Water and habitat: Safeguarding public health

When conflict impedes access to clean water, safe shelter or a sustainable living environment, the consequences are severe and far-reaching.

The ICRC reduces suffering by providing clean water, shelter, and essential services, ensuring people affected by armed conflict can live safely.
Public health crises

There is a direct correlation between water shortages or poor-quality water and outbreaks of diseases, such as cholera, dysentery and typhoid fever.

Disproportionate impact on vulnerable populations

Women and children are more susceptible to the negative effects caused by a lack of access to safe water. They often need to walk long distances to fetch water or access sanitation facilities in unsafe circumstances.

Perpetuation of poverty

The lack of access to water, shelter and other essential services dramatically reduces a community’s ability to generate income and recover from war, conflict and other crises.

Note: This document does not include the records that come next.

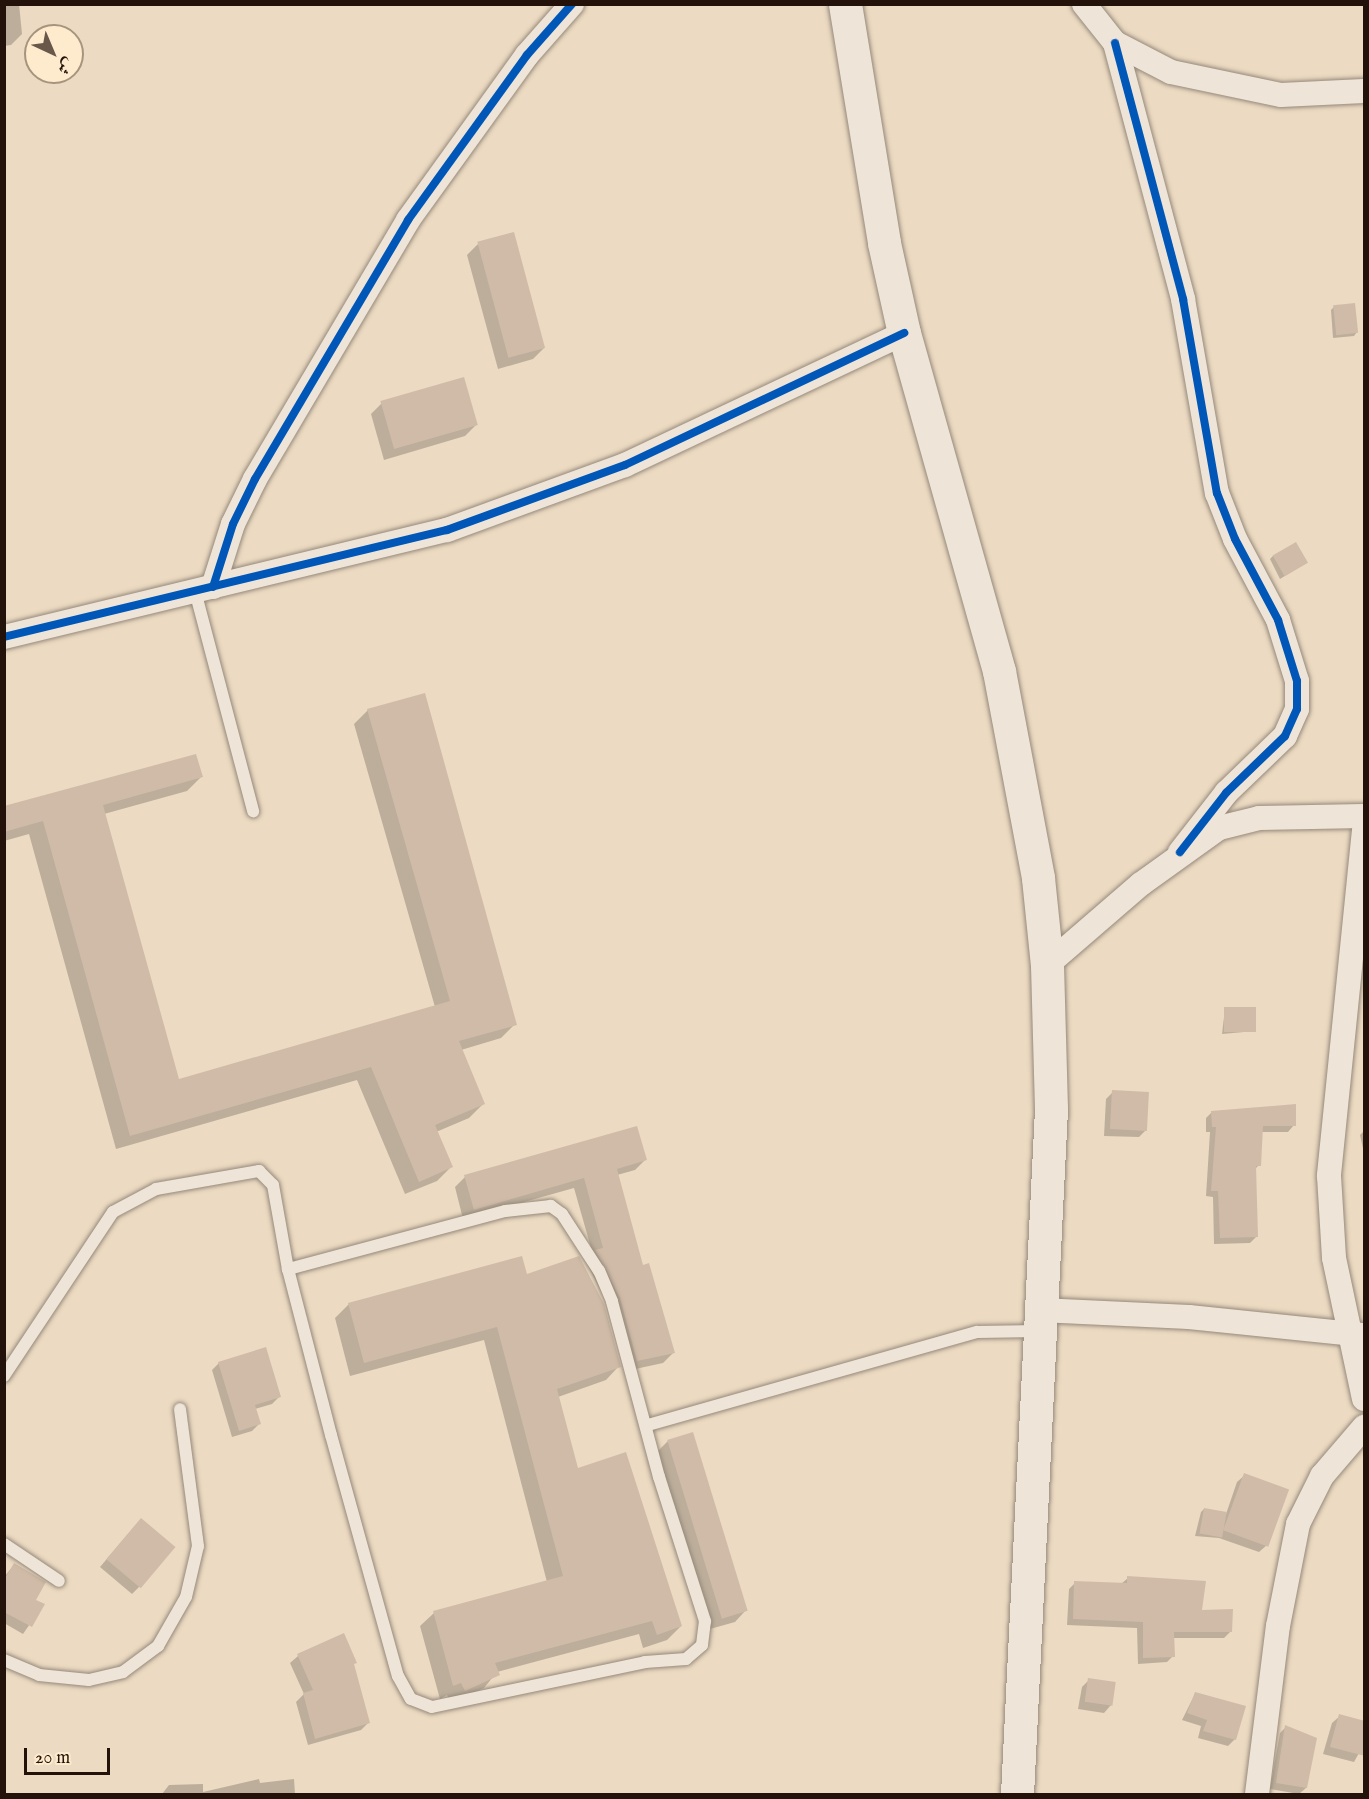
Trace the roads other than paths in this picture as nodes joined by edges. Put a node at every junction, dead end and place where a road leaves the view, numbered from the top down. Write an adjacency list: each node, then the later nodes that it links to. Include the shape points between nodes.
1 (572, 4): 7 (street, via 527,55 408,220 255,479)
2 (845, 4): 6 (main road, via 884,243)
3 (1084, 4): 4 (street)
4 (1115, 43): 5 (street, via 1147,63 1225,85 1281,95); 12 (street, via 1183,299 1217,493 1235,539 1278,620 1297,681 1297,709 1285,736 1226,793)
5 (1365, 91)
6 (904, 333): 7 (street, via 625,465 524,504 447,530); 13 (main road, via 999,671 1038,878)
7 (204, 589): 8 (street); 9 (lane)
8 (4, 637)
9 (253, 812)
10 (1365, 816): 12 (street, via 1259,818 1219,828)
11 (1365, 830): 16 (street, via 1329,1176 1334,1258)
12 (1180, 852): 13 (street)
13 (1047, 965): 15 (main road, via 1051,1109)
14 (288, 1269): 17 (lane, via 273,1185 265,1174 242,1172 156,1189 124,1204 102,1224); 20 (lane, via 494,1214 551,1206 571,1224 599,1271 612,1301); 20 (lane, via 398,1676 411,1699 423,1706 592,1676 645,1662 686,1659 702,1645 705,1621 659,1477)
15 (1040, 1320): 16 (street, via 1189,1317); 20 (lane, via 977,1332); 25 (main road)
16 (1357, 1334): 18 (street)
17 (4, 1376)
18 (1365, 1399)
19 (180, 1409): 24 (lane, via 198,1546 186,1597 158,1646 123,1672 89,1680 39,1675)
20 (648, 1425)
21 (1365, 1427): 26 (street, via 1322,1476 1298,1524 1278,1626)
22 (4, 1544): 23 (lane)
23 (59, 1581)
24 (4, 1660)
25 (1017, 1794)
26 (1257, 1794)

Limited access to health-care facilities and education

When water, electricity and other essential services are interrupted, hospitals and schools cannot function properly; health care is jeopardized and children lose out on their right to an education.

Helping to keep communities safe

Safe access to clean water and sanitation, shelter, electricity and other services is essential for limiting the human cost of conflict. Yet millions of people suffer the impact of unsafe or scarce water supply or interrupted power (or a combination of the two, as these services are often inextricably linked). 

Improving living conditions for conflict-affected communities

As a neutral, independent and impartial humanitarian actor, the ICRC carries out building and engineering projects to relieve suffering by working to ensure that people caught up in armed conflict have access to clean water, shelter and other essential services for a safe and healthy living environment. On both sides of the front line, we restore services such as water supply, sanitation and power, and renovate public infrastructure that has been damaged as a direct, indirect or cumulative result of conflict.

We deliver safe drinking water

In areas where sanitation has been destroyed, we provide water services directly to communities – often in emergencies.

We help repair water infrastructure

Where infrastructure such as water treatment plants, water distribution systems, wells or boreholes has been destroyed or damaged, we work with local authorities and partners to repair it.

We assess existing essential services

We help authorities and communities understand the level of essential services that they have so that, where necessary, meaningful action can be decided on and designed jointly by our engineers, other experts and local authorities.

We build and renovate facilities

In areas of growing and unplanned urbanization, public services are often inadequate, if they exist at all. Essential public infrastructure, such as roads and hospitals, is not properly maintained. We repair and build public facilities and centres for housing internally displaced people in rapidly urbanized areas.

We set up emergency shelter and facilities in conflict-stricken communities and for people on the move

We provide emergency shelter and install and renovate water distribution points in displacement camps, along migration routes, within host communities and for people under siege.

We work towards better services for detainees

We help authorities to understand infrastructure-related failures in their penitentiary systems, and accompany them in the process of finding meaningful solutions that can lead to improvements in detainees’ living conditions.

We promote respect for the environment

Our engineers use energy-saving and eco-friendly tools and techniques and take into account the impact and long-term consequences of our projects on the environment, without delaying or compromising assistance for conflict victims. 

We remind parties to conflict of their responsibilities

We work to educate and remind parties on both sides of a conflict that under the law of war they must never attack infrastructure essential to human survival.